• About this task:
Please return every line below that contains the string "Place".

• Data to process:

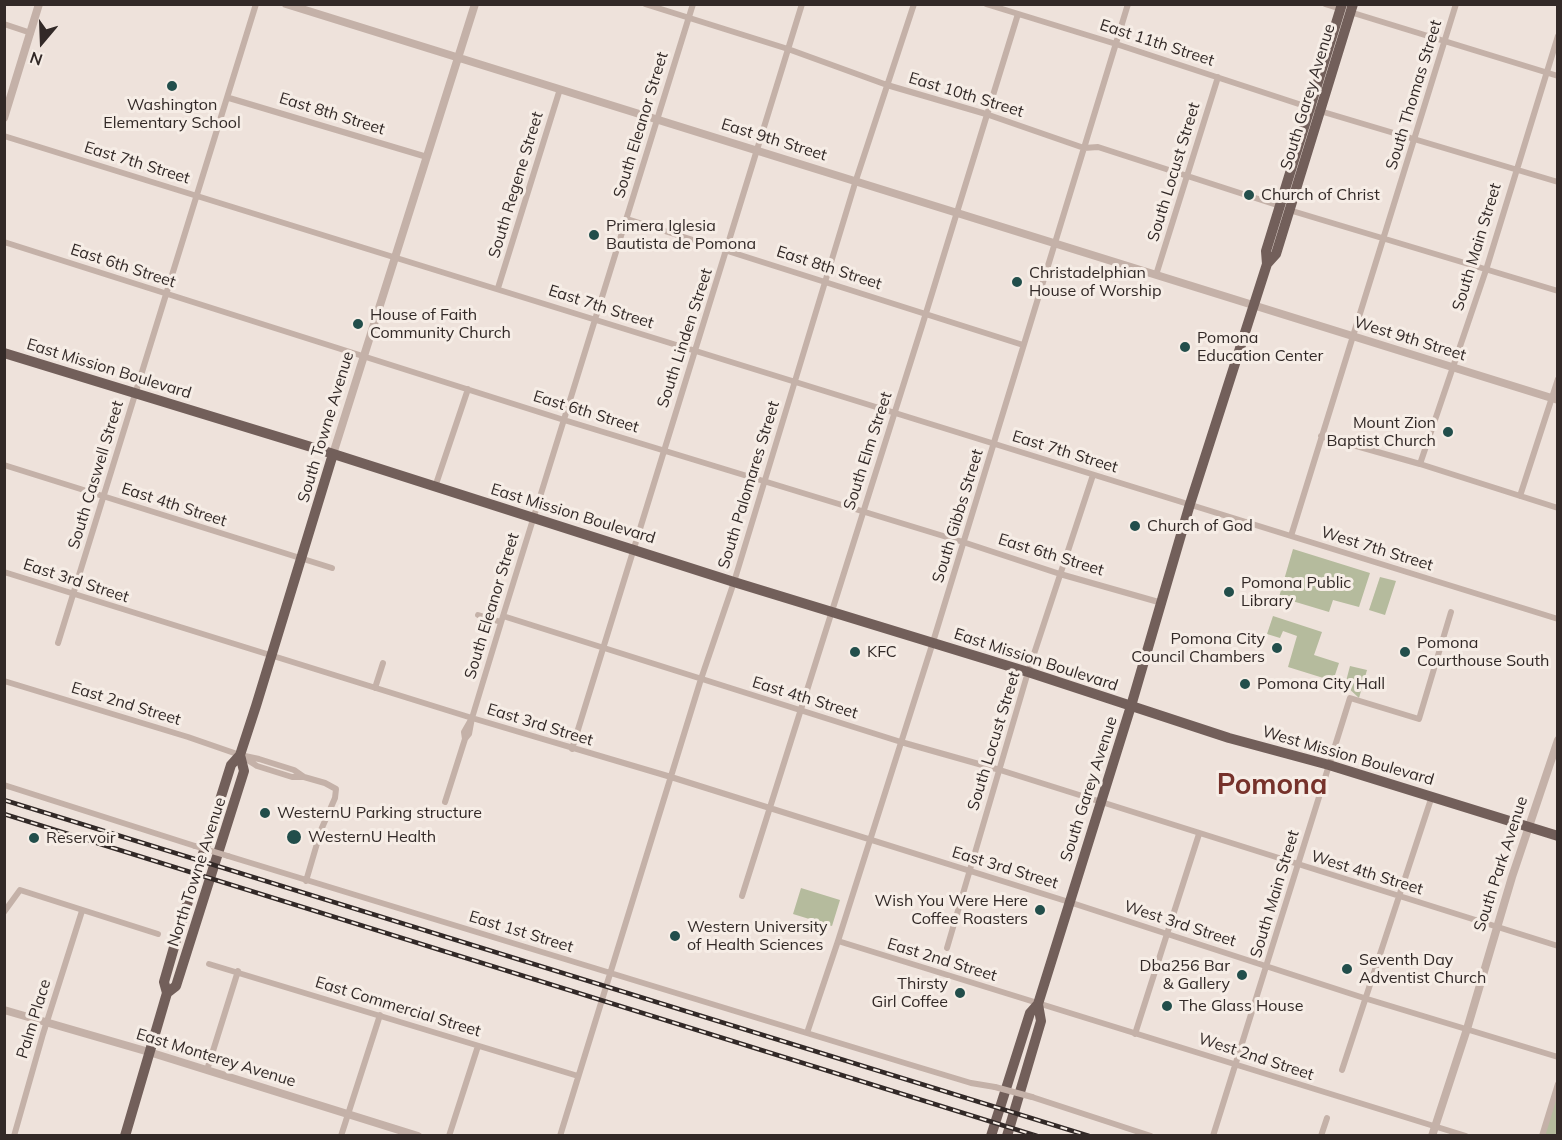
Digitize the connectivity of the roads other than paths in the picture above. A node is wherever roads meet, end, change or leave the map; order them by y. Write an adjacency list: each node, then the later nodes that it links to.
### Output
1 (39, 4): 17 (street)
2 (256, 4): 28 (street, South Caswell Street)
3 (286, 4): 22 (street, East 9th Street)
4 (475, 4): 22 (street, South Towne Avenue)
5 (645, 4): 15 (street, East 10th Street)
6 (693, 4): 15 (street, South Eleanor Street)
7 (802, 4): 21 (street, South Linden Street)
8 (914, 4): 26 (street, South Palomares Street)
9 (986, 4): 14 (street, East 11th Street)
10 (1128, 4): 20 (street, South Gibbs Street)
11 (1325, 4): 13 (street)
12 (1456, 4): 19 (street, South Thomas Street)
13 (1346, 8): 19 (street); 29 (main road, South Garey Avenue)
14 (1018, 14): 20 (street, East 11th Street); 30 (street, South Elm Street)
15 (688, 19): 21 (street, East 10th Street); 32 (street, South Eleanor Street)
16 (4, 24): 17 (street)
17 (31, 33): 31 (street)
18 (1557, 36): 23 (street, South Main Street)
19 (1445, 40): 23 (street); 34 (street, South Thomas Street)
20 (1116, 44): 25 (street, East 11th Street); 35 (street, South Gibbs Street)
21 (788, 49): 26 (street, East 10th Street); 36 (street, South Linden Street)
22 (458, 57): 27 (street, East 9th Street); 37 (street, South Towne Avenue)
23 (1546, 72): 24 (street); 38 (street, South Main Street)
24 (1557, 76)
25 (1218, 77): 29 (street, East 11th Street); 39 (street, South Locust Street)
26 (887, 85): 30 (street, East 10th Street); 40 (street, South Palomares Street)
27 (560, 90): 32 (street, East 9th Street); 54 (street, South Regene Street)
28 (229, 98): 37 (street, East 8th Street); 42 (street, South Caswell Street)
29 (1315, 109): 34 (street, East 11th Street); 43 (main road, South Garey Avenue)
30 (986, 114): 35 (street, East 10th Street); 44 (street, South Elm Street)
31 (4, 118)
32 (656, 119): 36 (street, East 9th Street); 45 (street, South Eleanor Street)
33 (4, 135): 42 (street, East 7th Street)
34 (1414, 138): 38 (street, East 11th Street); 46 (street, South Thomas Street)
35 (1084, 148): 39 (street, East 10th Street); 48 (street, South Gibbs Street)
36 (756, 152): 40 (street, East 9th Street); 49 (street, South Linden Street)
37 (427, 157): 50 (street, South Towne Avenue)
38 (1516, 168): 41 (street, East 11th Street); 51 (street, South Main Street)
39 (1187, 176): 43 (street, East 10th Street); 52 (street, South Locust Street)
40 (856, 180): 44 (street, East 9th Street); 53 (street, South Palomares Street)
41 (1557, 182)
42 (197, 195): 50 (street, East 7th Street); 56 (street, South Caswell Street)
43 (1284, 208): 46 (street, East 10th Street); 57 (main road, South Garey Avenue)
44 (955, 213): 48 (street, East 9th Street); 58 (street, South Elm Street)
45 (627, 219): 49 (street, East 8th Street); 59 (street, South Eleanor Street)
46 (1384, 238): 51 (street, East 10th Street); 60 (street, South Thomas Street)
47 (4, 242): 56 (street, East 6th Street)
48 (1056, 244): 52 (street, East 9th Street); 61 (street, South Gibbs Street)
49 (727, 250): 53 (street, East 8th Street); 62 (street, South Linden Street)
50 (396, 258): 54 (street, East 7th Street); 64 (street, South Towne Avenue)
51 (1486, 270): 55 (street, East 10th Street); 65 (street, South Main Street)
52 (1156, 275): 57 (street, East 9th Street)
53 (825, 280): 58 (street, East 8th Street); 67 (street, South Palomares Street)
54 (498, 288): 59 (street, East 7th Street)
55 (1557, 291)
56 (166, 294): 64 (street, East 6th Street); 69 (street, South Caswell Street)
57 (1253, 307): 60 (street, West 9th Street); 84 (main road, South Garey Avenue)
58 (926, 314): 61 (street, East 8th Street); 71 (street, South Elm Street)
59 (595, 319): 62 (street, East 7th Street); 72 (street, South Eleanor Street)
60 (1353, 337): 65 (street, West 9th Street); 73 (street, South Thomas Street)
61 (1023, 345): 74 (street, South Gibbs Street)
62 (695, 351): 67 (street, East 7th Street); 75 (street, South Linden Street)
63 (4, 353): 69 (main road, East Mission Boulevard)
64 (363, 356): 68 (street, East 6th Street); 76 (street, South Towne Avenue)
65 (1452, 367): 70 (street, West 9th Street); 77 (street, South Main Street)
66 (1557, 379): 70 (street)
67 (794, 382): 71 (street, East 7th Street); 80 (street, South Palomares Street)
68 (468, 389): 72 (street, East 6th Street); 81 (street)
69 (135, 392): 76 (main road, East Mission Boulevard); 83 (street, South Caswell Street)
70 (1554, 399): 82 (street)
71 (895, 412): 74 (street, East 7th Street); 86 (street, South Elm Street)
72 (564, 420): 75 (street, East 6th Street); 87 (street, South Eleanor Street)
73 (1322, 436): 77 (street); 88 (street, South Thomas Street)
74 (994, 444): 79 (street, East 7th Street); 89 (street, South Gibbs Street)
75 (663, 450): 80 (street, East 6th Street); 90 (street, South Linden Street)
76 (333, 454): 81 (main road, East Mission Boulevard); 91 (main road, South Towne Avenue)
77 (1420, 464): 82 (street)
78 (4, 465): 83 (street, East 4th Street)
79 (1093, 475): 84 (street, East 7th Street); 94 (street, South Locust Street)
80 (765, 481): 86 (street, East 6th Street); 95 (street, South Palomares Street)
81 (435, 487): 87 (main road, East Mission Boulevard)
82 (1520, 496): 85 (street)
83 (105, 497): 91 (street, East 4th Street); 96 (street, South Caswell Street)
84 (1190, 504): 88 (street, West 7th Street); 97 (main road, South Garey Avenue)
85 (1557, 508)
86 (863, 511): 89 (street, East 6th Street); 98 (street, South Elm Street)
87 (534, 518): 90 (main road, East Mission Boulevard); 101 (street, South Eleanor Street)
88 (1291, 536): 102 (street, West 7th Street)
89 (963, 542): 94 (street, East 6th Street); 103 (street, South Gibbs Street)
90 (632, 548): 95 (main road, East Mission Boulevard); 105 (street, South Linden Street)
91 (301, 559): 92 (street, East 4th Street); 106 (main road, South Towne Avenue)
92 (332, 568)
93 (4, 572): 96 (street, East 3rd Street)
94 (1060, 574): 97 (street, East 6th Street); 108 (street, South Locust Street)
95 (734, 582): 98 (main road, East Mission Boulevard); 109 (street, South Palomares Street)
96 (74, 594): 104 (street, South Caswell Street); 106 (street, East 3rd Street)
97 (1162, 603): 112 (main road, South Garey Avenue)
98 (832, 612): 103 (main road, East Mission Boulevard); 113 (street, South Elm Street)
99 (1451, 612): 119 (street, South Main Street)
100 (478, 615): 101 (street, East 4th Street)
101 (502, 619): 105 (street, East 4th Street); 114 (street, South Eleanor Street)
102 (1557, 619)
103 (933, 642): 108 (main road, East Mission Boulevard); 116 (street, South Gibbs Street)
104 (58, 643)
105 (603, 647): 109 (street, East 4th Street); 117 (street, South Linden Street)
106 (271, 656): 111 (street, East 3rd Street); 118 (main road, South Towne Avenue)
107 (383, 663): 111 (street)
108 (1028, 672): 112 (main road, East Mission Boulevard); 120 (street, South Locust Street)
109 (701, 679): 113 (street, East 4th Street); 121 (street, South Palomares Street)
110 (4, 681): 118 (street, East 2nd Street)
111 (375, 688): 114 (street, East 3rd Street)
112 (1131, 706): 119 (main road, West Mission Boulevard); 125 (main road, South Garey Avenue)
113 (801, 710): 116 (street, East 4th Street); 126 (street, South Elm Street)
114 (472, 718): 117 (street, East 3rd Street); 124 (street, South Eleanor Street)
115 (1557, 740): 127 (street, South Park Avenue)
116 (902, 742): 120 (street, East 4th Street); 130 (street, South Gibbs Street)
117 (572, 749): 121 (street, East 3rd Street)
118 (240, 755): 133 (street, East 2nd Street); 149 (main road, North Towne Avenue); 149 (main road, North Towne Avenue)
119 (1329, 765): 123 (main road, West Mission Boulevard); 131 (street, South Main Street)
120 (1000, 770): 125 (street, East 4th Street); 132 (street, South Locust Street)
121 (671, 777): 126 (street, East 3rd Street); 148 (street, South Palomares Street)
122 (4, 785): 133 (street, East 1st Street, bridge)
123 (1431, 796): 127 (main road, West Mission Boulevard); 135 (street)
124 (445, 802)
125 (1100, 803): 128 (street, West 4th Street); 136 (main road, South Garey Avenue)
126 (769, 808): 130 (street, East 3rd Street); 134 (street, South Elm Street)
127 (1528, 826): 129 (main road, West Mission Boulevard); 139 (street, South Park Avenue)
128 (1199, 834): 131 (street, West 4th Street); 141 (street)
129 (1557, 836)
130 (870, 841): 132 (street, East 3rd Street); 142 (street, South Gibbs Street)
131 (1298, 865): 135 (street, West 4th Street); 146 (street, South Main Street)
132 (968, 872): 136 (street, East 3rd Street); 144 (street, South Locust Street)
133 (306, 881): 148 (street, East 1st Street)
134 (742, 896)
135 (1398, 896): 139 (street, West 4th Street); 150 (street)
136 (1069, 902): 141 (street, West 3rd Street); 151 (main road, South Garey Avenue)
137 (82, 911): 138 (street); 140 (street); 154 (street, Palm Place)
138 (4, 912)
139 (1496, 927): 143 (street, West 4th Street); 155 (street, South Park Avenue)
140 (158, 934)
141 (1168, 935): 146 (street, West 3rd Street); 157 (street)
142 (838, 941): 151 (street, East 2nd Street); 156 (street, South Gibbs Street)
143 (1557, 946)
144 (947, 948)
145 (210, 964): 147 (street, East Commercial Street)
146 (1267, 966): 150 (street, West 3rd Street); 161 (street, South Main Street)
147 (238, 971): 153 (street, East Commercial Street); 162 (street)
148 (610, 973): 156 (street, East 1st Street); 164 (street, South Palomares Street)
149 (167, 993): 159 (main road, North Towne Avenue)
150 (1364, 998): 155 (street, West 3rd Street); 163 (street)
151 (1038, 1004): 157 (street, West 2nd Street); 175 (main road); 176 (main road, South Garey Avenue)
152 (4, 1010): 154 (street, East Monterey Avenue)
153 (380, 1015): 158 (street, East Commercial Street); 166 (street)
154 (46, 1023): 159 (street, East Monterey Avenue); 169 (street, Palm Place)
155 (1467, 1029): 160 (street, West 3rd Street); 168 (street, South Park Avenue)
156 (807, 1033): 177 (street, East 1st Street, bridge)
157 (1135, 1034): 161 (street, West 2nd Street)
158 (478, 1046): 164 (street, East Commercial Street); 173 (street)
159 (149, 1052): 162 (street, East Monterey Avenue); 170 (main road, North Towne Avenue)
160 (1557, 1057)
161 (1236, 1064): 168 (street, West 2nd Street); 178 (street, South Main Street)
162 (207, 1070): 166 (street, East Monterey Avenue)
163 (1342, 1070)
164 (578, 1076): 174 (street, South Palomares Street)
165 (1557, 1084): 182 (street)
166 (348, 1115): 171 (street); 172 (street, East Monterey Avenue)
167 (1327, 1118): 179 (street)
168 (1435, 1126): 180 (street, South Park Avenue); 181 (street, West 2nd Street)
169 (14, 1136)
170 (125, 1136)
171 (341, 1136)
172 (418, 1136)
173 (449, 1136)
174 (560, 1136)
175 (991, 1136)
176 (1007, 1136)
177 (1151, 1136)
178 (1213, 1136)
179 (1321, 1136)
180 (1432, 1136)
181 (1466, 1136)
182 (1542, 1136)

• Result for this exercise:
137 (82, 911): 138 (street); 140 (street); 154 (street, Palm Place)
154 (46, 1023): 159 (street, East Monterey Avenue); 169 (street, Palm Place)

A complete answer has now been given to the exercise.